那么,究竟是感知到“灵”的那段意识栖息在水面上,还是“灵”感受到那个望见它的意识?
金鱼游动在实验者的脖子上,缸中水面摇摇晃晃。实验者走到镜子前,一遍又一遍与另一个意识进行对话。
他们在谈论‘死亡’;而机器在谈论“爱”。
爱与死亡,构成生生不息的世界。
可惜了,这个世界杀死了死亡;同时,也杀死了爱。
“或许吧,”宝琪说,“你觉得我们将是亚当和夏娃吗?可惜我们没有办法性//交,更无法诞生后代。”
于是,这个话题便结束了。
机器没有繁殖的使命,更没有繁殖的欲望。宝琪回避了F-01隐晦的示爱,它将一段精神世界的感情拖入物质沉淀的领域,并且杀死这个可笑的想法。

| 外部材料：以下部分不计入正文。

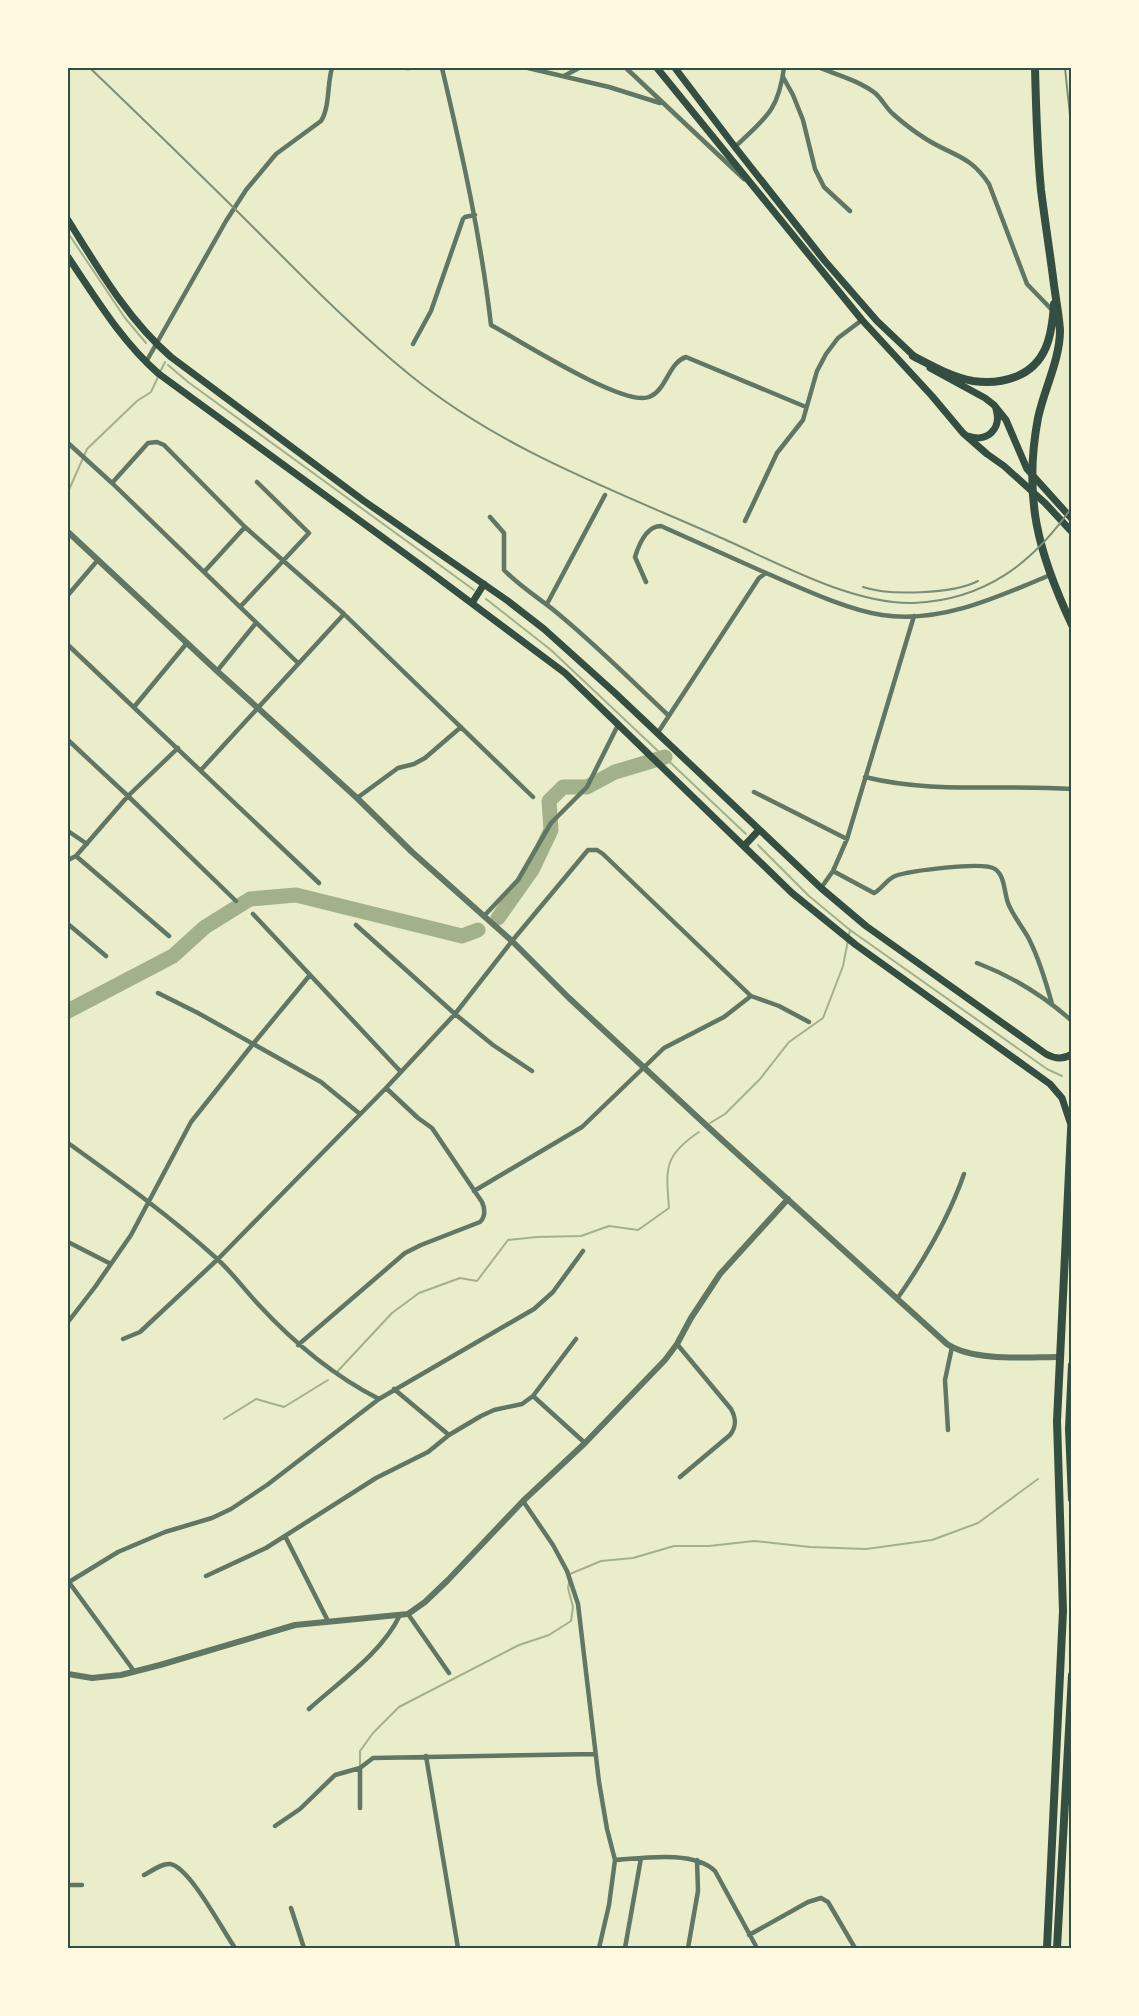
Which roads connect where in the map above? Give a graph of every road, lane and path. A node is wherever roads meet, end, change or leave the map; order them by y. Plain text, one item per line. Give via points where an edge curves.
1 (332, 68) edge
2 (442, 68) edge
3 (528, 68) edge
4 (579, 68) edge
5 (626, 68) edge
6 (657, 68) edge
7 (675, 68) edge
8 (784, 68) edge
9 (820, 68) edge
10 (1035, 68) edge
11 (564, 76) junction
12 (783, 77) junction
13 (662, 104) junction
14 (735, 147) junction
15 (759, 194) junction
16 (849, 211) dead end
17 (475, 215) junction
18 (68, 220) edge
19 (68, 256) edge
20 (1055, 291) junction
21 (1054, 312) junction
22 (862, 320) junction
23 (413, 344) dead end
24 (157, 345) junction
25 (913, 356) junction
26 (146, 363) junction
27 (994, 405) junction
28 (806, 407) junction
29 (963, 433) junction
30 (68, 443) edge
31 (257, 482) dead end
32 (112, 483) junction
33 (605, 495) dead end
34 (490, 517) dead end
35 (1071, 519) edge
36 (745, 521) dead end
37 (246, 527) junction
38 (68, 532) edge
39 (1071, 532) edge
40 (97, 561) junction
41 (284, 561) junction
42 (204, 572) junction
43 (766, 573) junction
44 (1050, 575) junction
45 (646, 582) dead end
46 (484, 584) junction
47 (68, 595) edge
48 (472, 603) junction
49 (547, 604) junction
50 (240, 607) junction
51 (344, 614) junction
52 (914, 616) junction
53 (256, 623) junction
54 (1071, 625) edge
55 (187, 643) junction
56 (68, 645) edge
57 (298, 663) junction
58 (217, 671) junction
59 (134, 707) junction
60 (258, 707) junction
61 (669, 715) junction
62 (618, 725) junction
63 (461, 728) junction
64 (657, 734) junction
65 (68, 740) edge
66 (178, 748) junction
67 (201, 770) junction
68 (865, 777) junction
69 (1071, 789) edge
70 (754, 792) dead end
71 (128, 796) junction
72 (533, 797) dead end
73 (357, 798) junction
74 (759, 830) junction
75 (68, 831) edge
76 (847, 839) junction
77 (87, 844) junction
78 (744, 846) junction
79 (76, 856) junction
80 (68, 860) edge
81 (833, 872) junction
82 (319, 883) dead end
83 (821, 888) junction
84 (236, 901) dead end
85 (253, 914) dead end
86 (484, 916) junction
87 (68, 924) edge
88 (356, 925) dead end
89 (169, 936) dead end
90 (512, 941) junction
91 (106, 956) dead end
92 (977, 963) dead end
93 (310, 975) junction
94 (158, 993) dead end
95 (751, 996) junction
96 (1052, 1004) junction
97 (455, 1014) junction
98 (809, 1022) dead end
99 (1071, 1022) edge
100 (253, 1044) junction
101 (1071, 1054) edge
102 (644, 1066) junction
103 (532, 1071) dead end
104 (401, 1072) junction
105 (386, 1088) junction
106 (1071, 1110) edge
107 (360, 1114) junction
108 (1070, 1122) edge
109 (68, 1143) edge
110 (964, 1174) dead end
111 (474, 1191) junction
112 (788, 1199) junction
113 (149, 1202) junction
114 (68, 1242) edge
115 (583, 1251) dead end
116 (218, 1259) junction
117 (111, 1264) junction
118 (897, 1299) junction
119 (68, 1322) edge
120 (123, 1339) dead end
121 (576, 1339) dead end
122 (677, 1344) junction
123 (298, 1345) junction
124 (952, 1347) junction
125 (1059, 1357) junction
126 (1071, 1365) edge
127 (394, 1389) junction
128 (533, 1396) junction
129 (379, 1399) junction
130 (948, 1430) dead end
131 (448, 1435) junction
132 (585, 1443) junction
133 (680, 1477) dead end
134 (1071, 1485) edge
135 (1071, 1499) edge
136 (523, 1501) junction
137 (285, 1536) junction
138 (206, 1576) dead end
139 (68, 1582) edge
140 (408, 1614) junction
141 (400, 1616) junction
142 (328, 1621) junction
143 (134, 1671) junction
144 (449, 1673) dead end
145 (68, 1674) edge
146 (1071, 1675) edge
147 (309, 1709) dead end
148 (595, 1754) junction
149 (426, 1756) junction
150 (360, 1768) junction
151 (1065, 1797) junction
152 (360, 1808) dead end
153 (1071, 1808) edge
154 (275, 1826) dead end
155 (641, 1858) junction
156 (615, 1860) junction
157 (697, 1860) junction
158 (144, 1875) dead end
159 (68, 1885) edge
160 (82, 1885) dead end
161 (291, 1908) dead end
162 (749, 1935) junction
163 (236, 1948) edge
164 (304, 1948) edge
165 (458, 1948) edge
166 (599, 1948) edge
167 (625, 1948) edge
168 (688, 1948) edge
169 (757, 1948) edge
170 (855, 1948) edge
171 (1047, 1948) edge
172 (1057, 1948) edge

1 - 24 street via 321,122 276,154 241,196
2 - 17 street
3 - 11 street
4 - 11 street
5 - 13 street
6 - 15 main road
7 - 14 main road
8 - 12 street
9 - 21 street via 874,93 893,114 927,140 965,158 980,170 997,203 1027,284
10 - 20 main road via 1041,187
11 - 13 street
12 - 14 street via 772,110
12 - 16 street via 794,95 824,187
13 - 15 street
14 - 25 main road via 824,260
15 - 22 main road
17 - 23 street via 463,219 431,311
17 - 28 street via 491,325 598,384 635,398 658,392 674,367 686,357
18 - 24 main road via 120,299
19 - 26 main road
20 - 21 main road
20 - 44 main road via 1059,345 1039,417 1032,462 1038,537
21 - 25 main road via 1050,339 1038,363 1005,380 974,381
22 - 28 street via 838,338 826,354
22 - 29 main road
24 - 26 street
24 - 46 main road via 364,501
25 - 27 main road
26 - 48 main road
27 - 29 main road via 997,424 989,435 975,439
27 - 35 main road via 1006,420 1027,469
28 - 36 street via 798,429 777,453
29 - 39 main road via 1045,503
30 - 32 street
31 - 41 street via 309,533
32 - 37 street via 148,443 157,442
32 - 42 street
33 - 49 street
34 - 49 street via 504,533 504,570 533,597
37 - 41 street
37 - 42 street
38 - 40 street
40 - 47 street
40 - 55 street
41 - 50 street
41 - 51 street
42 - 50 street
43 - 45 street via 656,526 648,531 635,557
43 - 52 street via 844,604 882,615
43 - 61 street
44 - 52 street via 959,609
44 - 54 main road
46 - 48 main road
46 - 64 main road via 579,659
48 - 62 main road via 565,673
49 - 61 street
50 - 53 street
51 - 57 street
51 - 63 street
52 - 68 street
53 - 57 street
53 - 58 street
55 - 58 street
55 - 59 street
56 - 59 street
57 - 60 street
58 - 60 street
59 - 66 street
60 - 67 street
60 - 73 street
61 - 64 street
62 - 78 main road
62 - 86 street via 587,788 551,823 518,880
63 - 72 street
63 - 73 street via 425,758 398,768
64 - 74 main road
65 - 71 street
66 - 67 street
66 - 71 street
67 - 82 street
68 - 69 street via 942,788
68 - 76 street
70 - 76 street
71 - 77 street
71 - 84 street
73 - 86 street
74 - 78 main road
74 - 83 main road
75 - 77 street
76 - 81 street
77 - 79 street
78 - 108 main road via 835,929 1050,1084 1062,1098
79 - 80 street
79 - 89 street
81 - 83 street
81 - 96 street via 874,893 886,882 908,873 966,867 995,869 1014,916 1032,946
83 - 101 main road via 866,926 1046,1054 1058,1059
85 - 93 street
86 - 90 street
87 - 91 street
88 - 97 street
90 - 95 street via 588,850 597,850
90 - 97 street
90 - 102 street
92 - 96 street
93 - 100 street
93 - 104 street
94 - 100 street
95 - 98 street
95 - 102 street via 724,1017 664,1048
96 - 99 street
97 - 103 street
97 - 104 street
100 - 107 street via 321,1082
100 - 113 street via 191,1122
102 - 111 street via 582,1127
102 - 112 street
104 - 105 street
105 - 107 street
105 - 111 street via 432,1128
106 - 108 main road
107 - 116 street
108 - 125 main road
109 - 113 street
110 - 118 street via 943,1226
111 - 123 street via 484,1207 480,1222 405,1253
112 - 118 street
112 - 122 street via 720,1274
113 - 116 street
113 - 117 street
114 - 117 street
115 - 127 street via 554,1292 534,1309
116 - 120 street via 140,1332
116 - 123 street
117 - 119 street
118 - 124 street
121 - 128 street
122 - 132 street
122 - 133 street via 731,1409 735,1420 730,1435
123 - 129 street via 351,1384
124 - 125 street via 1004,1357
124 - 130 street via 945,1380
125 - 171 main road via 1056,1421 1063,1611
126 - 134 main road
127 - 129 street
127 - 131 street
128 - 131 street via 522,1404 487,1413
128 - 132 street
129 - 139 street via 231,1509 128,1548
131 - 137 street via 428,1452 376,1478
132 - 136 street
134 - 135 main road
136 - 140 street via 448,1580
136 - 148 street via 553,1545 574,1590
137 - 138 street
137 - 142 street
139 - 143 street
140 - 141 street
140 - 144 street
141 - 142 street
141 - 147 street via 378,1648
142 - 143 street via 275,1630
143 - 145 street via 92,1678
146 - 151 main road
148 - 149 street
148 - 156 street
149 - 150 street via 373,1758
149 - 165 street
150 - 152 street
150 - 154 street via 335,1775 300,1809
151 - 153 street
151 - 172 main road
155 - 156 street
155 - 157 street
155 - 167 street
156 - 166 street
157 - 162 street via 715,1871
157 - 168 street via 698,1891
158 - 163 street via 164,1864 185,1872
159 - 160 street
161 - 164 street
162 - 169 street
162 - 170 street via 821,1898 828,1902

土里又泡沫,水里亦有泡沫。机器就是那种浮在土上,水面上的“泡沫”。
它们是无数条“小美人鱼”,等着吃掉水手炽热温暖的血肉;却没有同类相食的欲望。
准确来说,“爱”是一种对于艺术和美感的追求。就像人会本能地追求更加美丽的人。“美丽”这一表象作为示爱的前提并非肤浅,它所暗藏的是人类天性中的艺术感和欲望。
不可否认,机器缺乏这一艺术表达。
这是否在根源上否认了机器的“爱”?
露西带着自己的伴侣回到别墅。她的丈夫今天在领袖面前极为努力地展现自己,像只公鸡似的挺起胸膛。他是一个狡猾的政客,也是一位可爱的诗人。
诗人的世界好像本来就充满热烈又光怪陆离的情绪。
露西需要这些东西来装点她的生活。她需要“爱”,需要那些美好的、充满艺术的东西。